Borrowers can secure a loan with a credit score as low as 580, With this score, you need only 3.5% down in addition to other flexible underwriting guidelines including:
- Maximum 50% debt-to-income ratio – Your total debts, which include the new mortgage, any installment debt, and revolving debt can total up to 43% of your gross monthly income.
- Stable income and employment – FHA lenders prefer a documented 2-year income and employment history. If you changed jobs or your income changed, you may still qualify as long as you can prove stability and consistency.
- No foreclosure in 3 years – The FHA allows buyers to try again after losing a home. You only have to wait 3 years versus 7 years that conventional loans require.
- You must live in the home – FHA loans are only for primary residences, which means you must live in the home full-time.
It gets better.
If you have a lower credit score (500 – 579), you may still secure an FHA loan. You just need a 10% down payment rather than a 3.5% down payment. The other underwriting requirements remain the same – you just need more ‘skin in the game’ to secure the loan with a lower credit score.
FHA loans give buyers and homeowners with all credit types and qualifying factors a chance at fair and affordable housing programs.
Gift Funds can Help with your Down Payment:
We discussed the FHA’s low down payment requirements, but there’s more. You can use gift funds for your down payment. In some cases, you can even use 100% gift funds for the down payment. It depends on your credit score.
If you have at least a 580 credit score, you don’t need to use any of your own funds. Let’s say you’re buying a $200,000 home. You’d need a $7,000 down payment. If your parents gifted you $7,000, you wouldn’t have to put any money down on the home.
This doesn’t include closing costs, though, so make sure you have enough saved for them.
If you have a 500 – 579 credit score and need a 10% down payment, you may accept gift funds, but only up to 7.5% of the loan amount. The remaining 3.5% must be your funds. The lender will verify the funds are yours as this gives you ‘skin in the game,’ ensuring you make your payments on time. This makes up for the risk that your lower credit score creates.
No Credit Scores may be Okay Too:
Most loans require a credit history, not to mention a good credit score, but some borrowers can get an FHA loan with no credit score.
The FHA allows lenders to use alternative credit sources for borrowers who don’t have a credit history yet. This doesn’t mean you can use it in place of ‘bad credit.’ But if you don’t have established trade lines, yet, lenders can use other sources, such as:
- Utility payments
- Insurance payments
Any payment you can prove you’ve made consistently (on time) for the last 12 – 24 months, lenders can use to establish your credit history and make a lending decision.

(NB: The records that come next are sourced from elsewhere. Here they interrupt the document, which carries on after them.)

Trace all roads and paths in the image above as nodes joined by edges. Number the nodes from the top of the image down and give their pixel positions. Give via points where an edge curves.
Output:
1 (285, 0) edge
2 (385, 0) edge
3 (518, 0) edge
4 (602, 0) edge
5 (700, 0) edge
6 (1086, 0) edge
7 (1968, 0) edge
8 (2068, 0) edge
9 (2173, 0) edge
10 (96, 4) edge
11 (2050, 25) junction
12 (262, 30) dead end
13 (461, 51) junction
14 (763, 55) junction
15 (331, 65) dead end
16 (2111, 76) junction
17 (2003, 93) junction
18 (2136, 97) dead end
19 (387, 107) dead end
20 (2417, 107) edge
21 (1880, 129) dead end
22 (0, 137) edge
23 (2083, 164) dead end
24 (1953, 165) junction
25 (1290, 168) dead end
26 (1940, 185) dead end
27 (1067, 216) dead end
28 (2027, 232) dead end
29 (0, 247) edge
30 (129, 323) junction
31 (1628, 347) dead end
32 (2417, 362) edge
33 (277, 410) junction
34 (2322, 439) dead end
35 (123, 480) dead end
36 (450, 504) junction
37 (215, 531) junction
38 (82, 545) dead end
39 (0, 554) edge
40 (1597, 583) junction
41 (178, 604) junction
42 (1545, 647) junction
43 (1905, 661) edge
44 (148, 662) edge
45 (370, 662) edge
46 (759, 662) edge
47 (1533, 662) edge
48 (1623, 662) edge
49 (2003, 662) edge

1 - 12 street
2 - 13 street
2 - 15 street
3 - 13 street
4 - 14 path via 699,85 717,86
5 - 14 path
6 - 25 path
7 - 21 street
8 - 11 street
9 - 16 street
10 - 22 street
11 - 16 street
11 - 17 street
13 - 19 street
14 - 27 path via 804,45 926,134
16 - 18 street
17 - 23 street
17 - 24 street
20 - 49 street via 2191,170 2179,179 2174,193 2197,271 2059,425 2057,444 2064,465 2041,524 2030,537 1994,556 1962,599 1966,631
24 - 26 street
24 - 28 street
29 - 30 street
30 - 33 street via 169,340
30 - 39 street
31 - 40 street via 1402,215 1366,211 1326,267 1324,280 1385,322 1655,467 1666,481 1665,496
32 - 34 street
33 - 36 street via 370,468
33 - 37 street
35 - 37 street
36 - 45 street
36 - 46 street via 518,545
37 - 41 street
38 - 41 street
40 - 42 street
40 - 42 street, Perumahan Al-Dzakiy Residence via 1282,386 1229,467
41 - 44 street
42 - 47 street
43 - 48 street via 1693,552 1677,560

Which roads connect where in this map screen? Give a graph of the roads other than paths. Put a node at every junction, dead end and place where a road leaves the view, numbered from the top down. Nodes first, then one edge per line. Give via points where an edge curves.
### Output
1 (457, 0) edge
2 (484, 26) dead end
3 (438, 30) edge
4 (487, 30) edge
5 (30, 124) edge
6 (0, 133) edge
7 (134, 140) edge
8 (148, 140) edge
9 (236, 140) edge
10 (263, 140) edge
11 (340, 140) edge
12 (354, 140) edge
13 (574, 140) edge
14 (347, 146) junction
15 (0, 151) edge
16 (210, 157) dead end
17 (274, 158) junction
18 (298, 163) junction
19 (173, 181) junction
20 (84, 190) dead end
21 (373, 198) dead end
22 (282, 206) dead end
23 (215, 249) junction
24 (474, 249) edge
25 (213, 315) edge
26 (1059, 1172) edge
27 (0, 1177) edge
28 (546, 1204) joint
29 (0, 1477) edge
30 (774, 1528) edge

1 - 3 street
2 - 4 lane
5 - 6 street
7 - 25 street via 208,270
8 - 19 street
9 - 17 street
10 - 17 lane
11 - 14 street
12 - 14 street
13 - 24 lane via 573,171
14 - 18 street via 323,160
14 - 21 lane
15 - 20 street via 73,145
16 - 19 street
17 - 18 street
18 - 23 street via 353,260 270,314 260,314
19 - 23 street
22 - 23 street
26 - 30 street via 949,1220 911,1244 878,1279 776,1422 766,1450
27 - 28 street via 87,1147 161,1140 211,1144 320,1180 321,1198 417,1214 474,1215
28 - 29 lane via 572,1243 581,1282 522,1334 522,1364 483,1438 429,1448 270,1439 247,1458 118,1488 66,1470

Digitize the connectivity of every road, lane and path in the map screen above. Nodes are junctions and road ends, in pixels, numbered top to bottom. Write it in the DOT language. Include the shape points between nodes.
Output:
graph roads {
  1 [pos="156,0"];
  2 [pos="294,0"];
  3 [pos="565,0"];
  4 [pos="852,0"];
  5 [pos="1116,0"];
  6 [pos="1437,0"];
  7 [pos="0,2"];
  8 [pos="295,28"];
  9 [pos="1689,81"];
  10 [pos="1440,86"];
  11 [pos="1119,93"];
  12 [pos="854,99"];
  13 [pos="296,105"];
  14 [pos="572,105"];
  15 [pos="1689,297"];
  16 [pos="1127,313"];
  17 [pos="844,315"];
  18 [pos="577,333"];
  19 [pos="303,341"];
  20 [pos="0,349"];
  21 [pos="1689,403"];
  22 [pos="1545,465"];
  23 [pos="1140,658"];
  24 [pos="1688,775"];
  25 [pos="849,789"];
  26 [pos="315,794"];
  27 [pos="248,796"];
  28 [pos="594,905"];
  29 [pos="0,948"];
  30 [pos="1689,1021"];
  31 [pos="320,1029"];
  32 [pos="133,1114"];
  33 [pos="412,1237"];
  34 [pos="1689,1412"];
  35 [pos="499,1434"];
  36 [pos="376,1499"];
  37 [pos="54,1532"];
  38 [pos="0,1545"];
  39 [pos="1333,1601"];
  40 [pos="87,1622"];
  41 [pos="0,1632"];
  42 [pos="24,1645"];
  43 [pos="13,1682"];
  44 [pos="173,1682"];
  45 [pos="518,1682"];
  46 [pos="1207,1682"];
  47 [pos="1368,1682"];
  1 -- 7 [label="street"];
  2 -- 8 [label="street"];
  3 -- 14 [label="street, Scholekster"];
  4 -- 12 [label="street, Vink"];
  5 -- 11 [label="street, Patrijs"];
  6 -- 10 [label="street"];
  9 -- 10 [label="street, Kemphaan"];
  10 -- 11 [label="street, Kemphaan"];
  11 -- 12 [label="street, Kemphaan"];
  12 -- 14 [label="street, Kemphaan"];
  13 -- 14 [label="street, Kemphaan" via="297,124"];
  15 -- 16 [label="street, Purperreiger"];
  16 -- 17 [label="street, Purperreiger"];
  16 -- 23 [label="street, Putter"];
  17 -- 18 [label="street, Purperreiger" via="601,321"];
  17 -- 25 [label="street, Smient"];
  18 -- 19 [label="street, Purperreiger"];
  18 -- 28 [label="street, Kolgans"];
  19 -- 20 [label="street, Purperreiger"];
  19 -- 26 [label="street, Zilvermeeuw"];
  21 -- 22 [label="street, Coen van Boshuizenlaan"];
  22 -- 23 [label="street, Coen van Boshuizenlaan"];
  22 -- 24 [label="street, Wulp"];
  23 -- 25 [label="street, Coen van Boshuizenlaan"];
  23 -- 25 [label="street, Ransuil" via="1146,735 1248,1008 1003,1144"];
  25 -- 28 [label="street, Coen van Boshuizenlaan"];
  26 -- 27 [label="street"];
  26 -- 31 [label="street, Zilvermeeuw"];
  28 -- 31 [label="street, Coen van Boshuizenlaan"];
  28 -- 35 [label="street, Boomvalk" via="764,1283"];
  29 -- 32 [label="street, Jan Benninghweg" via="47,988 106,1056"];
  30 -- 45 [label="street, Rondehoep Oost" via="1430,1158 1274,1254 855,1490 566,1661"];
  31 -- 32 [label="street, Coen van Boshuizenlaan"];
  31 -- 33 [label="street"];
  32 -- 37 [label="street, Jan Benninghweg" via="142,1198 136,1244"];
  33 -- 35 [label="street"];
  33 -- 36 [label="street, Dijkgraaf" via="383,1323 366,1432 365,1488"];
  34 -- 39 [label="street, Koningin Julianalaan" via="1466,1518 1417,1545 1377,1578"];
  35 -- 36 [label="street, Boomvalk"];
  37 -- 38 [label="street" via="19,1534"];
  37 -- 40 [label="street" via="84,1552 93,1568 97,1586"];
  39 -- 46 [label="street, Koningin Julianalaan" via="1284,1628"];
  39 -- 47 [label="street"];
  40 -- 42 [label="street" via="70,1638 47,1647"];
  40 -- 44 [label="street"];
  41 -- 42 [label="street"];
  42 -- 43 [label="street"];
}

A Streamline Refinancing Option:
When interest rates drop, many homeowners want to take advantage of the lower rates. But refinancing requires going through the entire underwriting process again, which can be tiresome and difficult for some borrowers.
FHA borrowers can take advantage of the streamline refinance, though. If you refinance within 3 years of securing your original FHA loan, you can refinance by verifying only your mortgage payment history (on time payments for 12 months) and that you benefit from refinancing.
FHA borrowers using the streamline program don’t need to verify:
- Credit scores
- Home values
If you prove you could afford and/or make your current payments on time and you benefit from refinancing (usually a lower payment), the FHA streamline program is an easy option to refinance.
FHA Loans Benefit Many People:
FHA loans are a great option for many borrowers. If you don’t qualify for conventional (standard) financing, consider an FHA loan.
You don’t need perfect credit or a large down payment. You can buy a home to live in and even refinancing it easily down the road if interest rates drop again. FHA loans give everyone a chance to become a homeowner or save as much money as possible on their loans.
If you don’t have perfect credit or a large down payment, consider FHA financing for your home purchase and make homeownership a reality sooner than you thought possible.